Refrigerators barely have any capacity above what is needed to hold temp. I'm not surprised that it's run for 5 hours, with stuff still in the fridge. (big thermal mass) (I'd be careful with your food if anything thawed btw) There's a good chance though that you're thermostat has died. It's very common, since they have mechanical parts that wear out. Put a fridge thermometer in the freezer and report the temp. You may have to manually defrost it once a day until you fix everything. 

Cheers!


----------



## supers05 (May 23, 2015)

I found a manual to a different model, but it's likely very similar. You should try to take a picture of the wiring diagram if it's still on the back or bottom somewhere. The biggest difference may be the defrost control may be mechanical instead of digital, and some extras that you might not have. 

Kenmore Coldspot refrigerator, model number 106.9555923

http://porkrind.org/missives/fridge-schematics-wiring-diagram/









Cheers!


----------



## hotrod351 (Jun 15, 2012)

found and downloaded the owners manual. no thermostat setting to see, other than the one at the back of the fridge compartment that is a baffle you can open and close, depending on how cold you want the fridge to be. and also searched both parts sites i found for my serial model and no thermostat other than the heater defroster one. so off tot the appliance store to get the heater defroster kit, comes with new thermostat. i think i understand a little more on how it works = the defroster heater thermostat turns the compressor off when it gets to its cold temp and also kicks off when it get to 70 degrees when running the heaters. its not kicking off and running all the time, no wonder its frosting over.


----------



## hotrod351 (Jun 15, 2012)

ok replaced my defroster heaters and thermostat. but a friend says i might also need to replace my cold control, found them all over but where is it and how do i replace it. cant find any info on where how on my model. kenmore model 3639530710


----------



## supers05 (May 23, 2015)

That would be that baffle. Older refrigerators were very simple but relied on a very careful balance, and some common sense. Since it's not so common to have sense, we have thermostats for both sides now. 

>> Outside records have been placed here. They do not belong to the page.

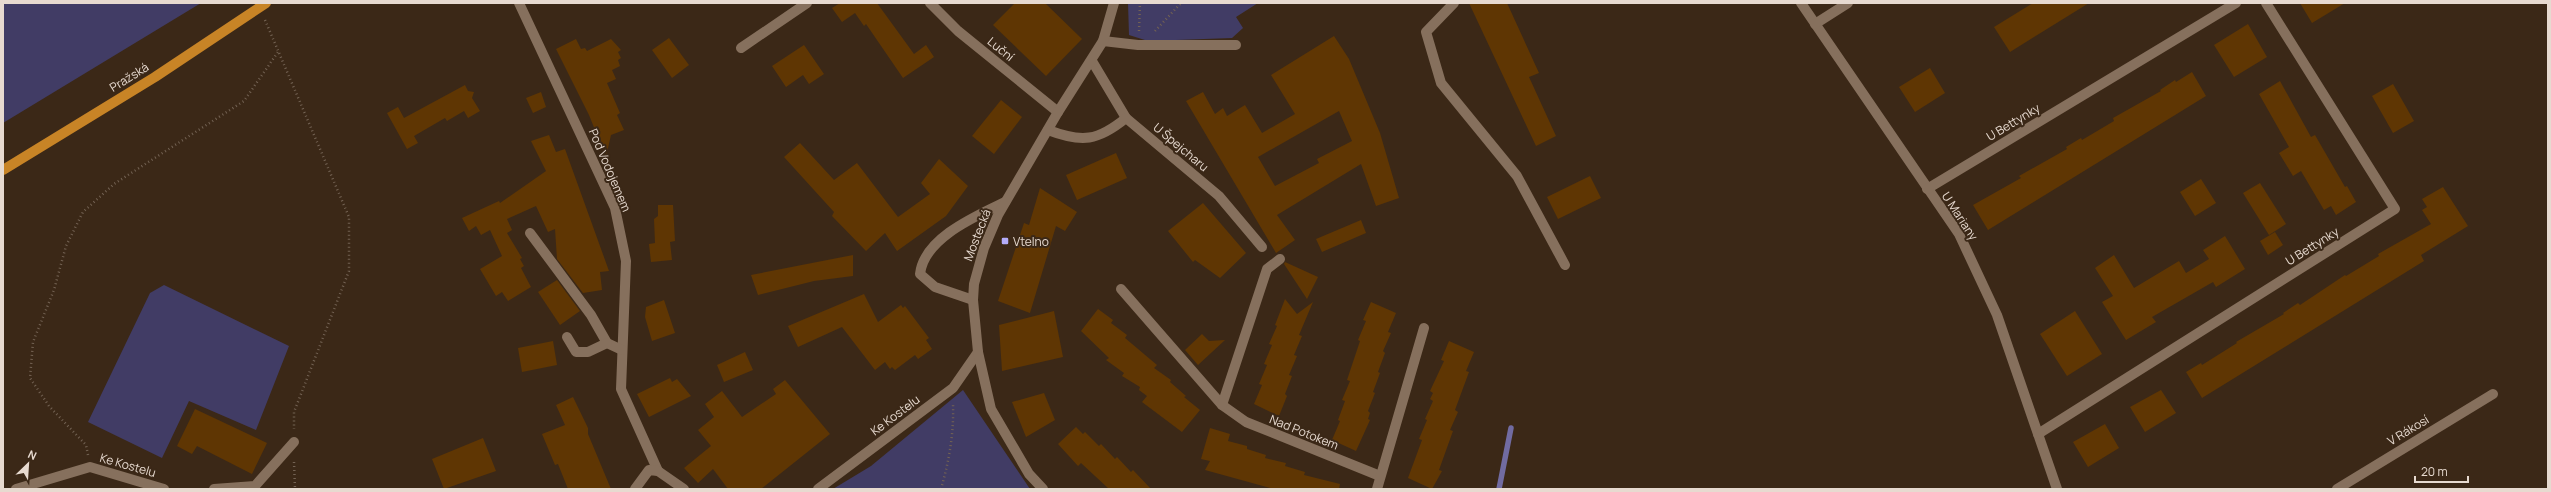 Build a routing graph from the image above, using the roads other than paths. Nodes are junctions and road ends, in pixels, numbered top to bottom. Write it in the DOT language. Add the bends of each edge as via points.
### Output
graph roads {
  1 [pos="519,3"];
  2 [pos="807,3"];
  3 [pos="930,3"];
  4 [pos="1114,3"];
  5 [pos="1454,3"];
  6 [pos="1801,3"];
  7 [pos="1848,3"];
  8 [pos="2236,3"];
  9 [pos="2266,3"];
  10 [pos="263,5"];
  11 [pos="1815,24"];
  12 [pos="1103,41"];
  13 [pos="1236,45"];
  14 [pos="741,48"];
  15 [pos="1092,61"];
  16 [pos="1058,112"];
  17 [pos="1126,118"];
  18 [pos="1048,130"];
  19 [pos="3,170"];
  20 [pos="1927,189"];
  21 [pos="1005,202"];
  22 [pos="530,233"];
  23 [pos="1262,247"];
  24 [pos="1280,259"];
  25 [pos="1565,265"];
  26 [pos="1122,289"];
  27 [pos="973,300"];
  28 [pos="1424,328"];
  29 [pos="567,337"];
  30 [pos="608,343"];
  31 [pos="622,350"];
  32 [pos="978,352"];
  33 [pos="2493,394"];
  34 [pos="1222,405"];
  35 [pos="2038,434"];
  36 [pos="294,442"];
  37 [pos="658,471"];
  38 [pos="1380,476"];
  39 [pos="16,489"];
  40 [pos="164,489"];
  41 [pos="214,489"];
  42 [pos="635,489"];
  43 [pos="684,489"];
  44 [pos="818,489"];
  45 [pos="1043,489"];
  46 [pos="1377,489"];
  47 [pos="2057,489"];
  48 [pos="2337,489"];
  1 -- 31 [label="street, Pod Vodojemem" via="615,208 626,261"];
  2 -- 14 [label="street"];
  3 -- 16 [label="street, Luční" via="958,31"];
  4 -- 12 [label="street, Mostecká"];
  5 -- 25 [label="street" via="1426,32 1441,83 1517,176"];
  6 -- 11 [label="street, U Mariany"];
  7 -- 11 [label="street"];
  8 -- 20 [label="street, U Bettynky"];
  9 -- 35 [label="street, U Bettynky" via="2395,209"];
  10 -- 19 [label="main road, Pražská" via="156,77"];
  11 -- 20 [label="street, U Mariany"];
  12 -- 13 [label="street" via="1138,45"];
  12 -- 15 [label="street, Mostecká"];
  15 -- 16 [label="street, Mostecká"];
  15 -- 17 [label="street, U Špejcharu"];
  16 -- 18 [label="street, Mostecká"];
  17 -- 18 [label="street" via="1098,137 1071,138"];
  17 -- 23 [label="street, U Špejcharu" via="1219,196"];
  18 -- 21 [label="street, Mostecká"];
  20 -- 35 [label="street, U Mariany" via="1959,234 1997,315"];
  21 -- 27 [label="street, Mostecká" via="984,248"];
  21 -- 27 [label="street" via="970,218 929,248 921,265 920,274 935,287"];
  22 -- 30 [label="street" via="591,315"];
  24 -- 34 [label="street" via="1267,269"];
  26 -- 34 [label="street, Nad Potokem"];
  27 -- 32 [label="street, Mostecká"];
  28 -- 38 [label="street"];
  29 -- 30 [label="street" via="576,352 588,352"];
  30 -- 31 [label="street"];
  31 -- 37 [label="street, Pod Vodojemem" via="621,389"];
  32 -- 44 [label="street, Ke Kostelu" via="953,388"];
  32 -- 45 [label="street, Mostecká" via="991,409 1029,474"];
  33 -- 48 [label="street, V Rákosí"];
  34 -- 38 [label="street, Nad Potokem" via="1246,422"];
  35 -- 47 [label="street, U Mariany"];
  36 -- 41 [label="street" via="255,486"];
  37 -- 42 [label="street" via="649,470"];
  37 -- 43 [label="street"];
  38 -- 46 [label="street"];
  39 -- 40 [label="street, Ke Kostelu" via="90,467"];
}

Let is know how it's doing. With the new defrost control

Cheers!


----------



## hotrod351 (Jun 15, 2012)

found out how the whole mech. came out but couldnt find a cold control local, friend of mine had the whole mech, baffle, cold control with defroster time, and gave it to me, well sold it to me. im going to pick up a couple thermometers today, one for freezer and the other for the fridge. then i can monitor the temps in both. as he explained it, the freezer coils frost over then defrost, frost over then defrost, and so on and so on. getting the temps is the way to know whats happening.


----------



## SeniorSitizen (Sep 10, 2012)

Being the percentage of accuracy are what they are with thermometers I recommend using only 1 thermometer to take the two temperature readings.


----------



## hotrod351 (Jun 15, 2012)

well day two and all is well. freezer is about -8 degrees and fridge is about 35 degrees. to be on the safe side i ordered another heater defroster kit, with thermostat, cold control thermostat, cant even find one of type i have here, and another defroster timer, all form good old ebay. ill put them in the unit i took out of my fridge so if needed i can just swap the whole unit out. except for the heater defroster part, which really isnt that hard to do. i found out just how important these parts are to the working of the fridge and dont want to be in a situation again of having to pay $120.00 for a defroster heater kit. so all and all im out under $200.00, thats the defroster heater kit = $120.00 form local parts store, extra heater defroster kit, cold control and defroster time. this is just about what the repair guy wanted just to install and new defroster heater kit.


----------



## hotrod351 (Jun 15, 2012)

after going though all this trouble im thinking about one of the 
*Wireless Refrigerator Freezer Thermometers*


----------